Thursday, November 22, 2018

Thanksgiving Came Early

I sighed, gazing into the empty vegetable drawer. Three days after the earthquake, the power was back on, and so was the water. The freezer was full of freezer-burned meat that needed to be eaten quickly. We had plenty of rice, a few eggs, and even a little bit of milk, but no vegetables.

I hungrily searched the garden. A few tiny leeks, a handful of herbs, an abundance of parsley, some stunted carrots; hardly enough to make a meal.

But I was not yet desperate enough to brave the lines of stern-faced housewives at the grocery store as they snapped up every scrap of fresh food before I even got through the door. What would happen, I wondered, to the people who really were desperate, who didn’t have our well-stocked pantry, or who had lost everything in their freezer? How could they compete with the others who were panic-buying simply because fresh food had become scarce?
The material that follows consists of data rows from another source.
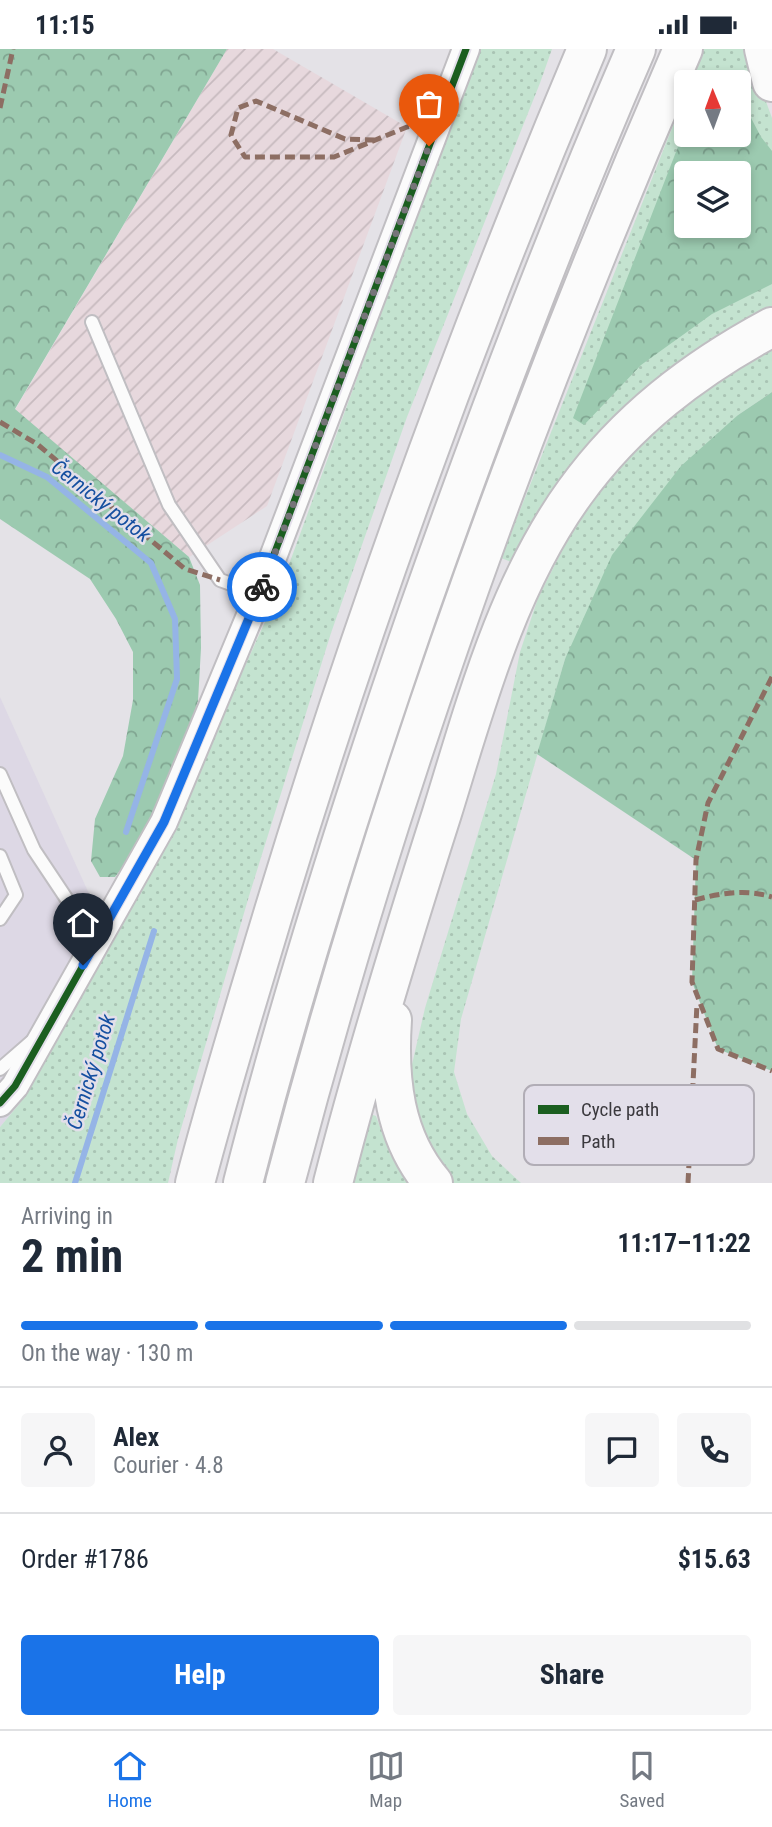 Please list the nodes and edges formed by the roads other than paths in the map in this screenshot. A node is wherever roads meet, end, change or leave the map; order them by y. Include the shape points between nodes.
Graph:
1 (466, 49) edge
2 (576, 49) edge
3 (587, 49) edge
4 (636, 49) edge
5 (683, 49) edge
6 (764, 49) edge
7 (772, 82) edge
8 (567, 96) junction
9 (92, 321) dead end
10 (772, 327) edge
11 (259, 594) junction
12 (0, 774) edge
13 (0, 856) edge
14 (0, 919) edge
15 (96, 943) junction
16 (395, 962) junction
17 (45, 1030) junction
18 (0, 1069) edge
19 (0, 1103) edge
20 (195, 1183) edge
21 (243, 1183) edge
22 (285, 1183) edge
23 (333, 1183) edge
24 (433, 1183) edge

1 - 11 street
2 - 8 highway
3 - 8 highway
4 - 21 highway via 480,436 412,631 326,889
5 - 22 highway via 520,450 425,714 362,911
6 - 7 highway
8 - 20 highway via 452,383 368,616 238,1030
9 - 11 lane via 169,505 220,580
10 - 16 highway via 703,368 645,413 596,464 554,523 519,590 487,674
11 - 15 street via 164,822
12 - 15 lane via 34,850
13 - 14 lane via 16,895
15 - 17 street
16 - 23 highway
16 - 24 highway via 390,1050 394,1100 408,1143
17 - 18 lane
17 - 19 street via 15,1086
The warm early autumn breeze carried the fragrance of yakiniku from somewhere in the neighborhood. Perhaps someone else had partially-thawed meat to use up. Our neighbor across the street stood on a ladder trimming his pine tree. Other than the grocery store, our neighborhood was a haven of peace and serenity. I sighed with regret over the beets and Swiss chard that I planted in the spring, which had been choked out by weeds in our absence over the summer. If only we had been able to plant a garden this year. I thought of our friends with large farm plots, starting to feel jealous.

Then it dawned on me that in Hokkaido in the autumn, no one needs to go hungry. The abundant vegetables in the fields don’t care one bit that there’s been an earthquake. Scarcity was an illusion that had grown in the minds of the self-sufficient. But I had no need to rely only on my own resources, and neither did anyone else. I could ask for help. What if I asked my farming friends? There was no bread in the stores, either, since there was neither milk nor eggs. I can make bread without using either. Why not make a trade?

So we asked. And our friend arrived in our genkan with a huge box of potatoes, a bag of vine-ripened tomatoes, a bundle of green beans, some eggplants, and the largest kabocha I had ever seen. “No need to return the favor,” he said, smiling. That night we ate a feast, and we continued to feast for a week.





I delivered a bag with two little loaves of fresh sourdough bread to his wife at church the following Sunday, tears in my eyes as I hugged and thanked her.

Lord of the Harvest, we give you thanks for your mercy to all of us here in Hokkaido. By your grace, the earthquake happened in autumn. No one went hungry, and no one froze. And we thank you that you welcome us to ask for help.

(By the way, we saved one pie's worth of the kabocha and froze it for our Thanksgiving pie.)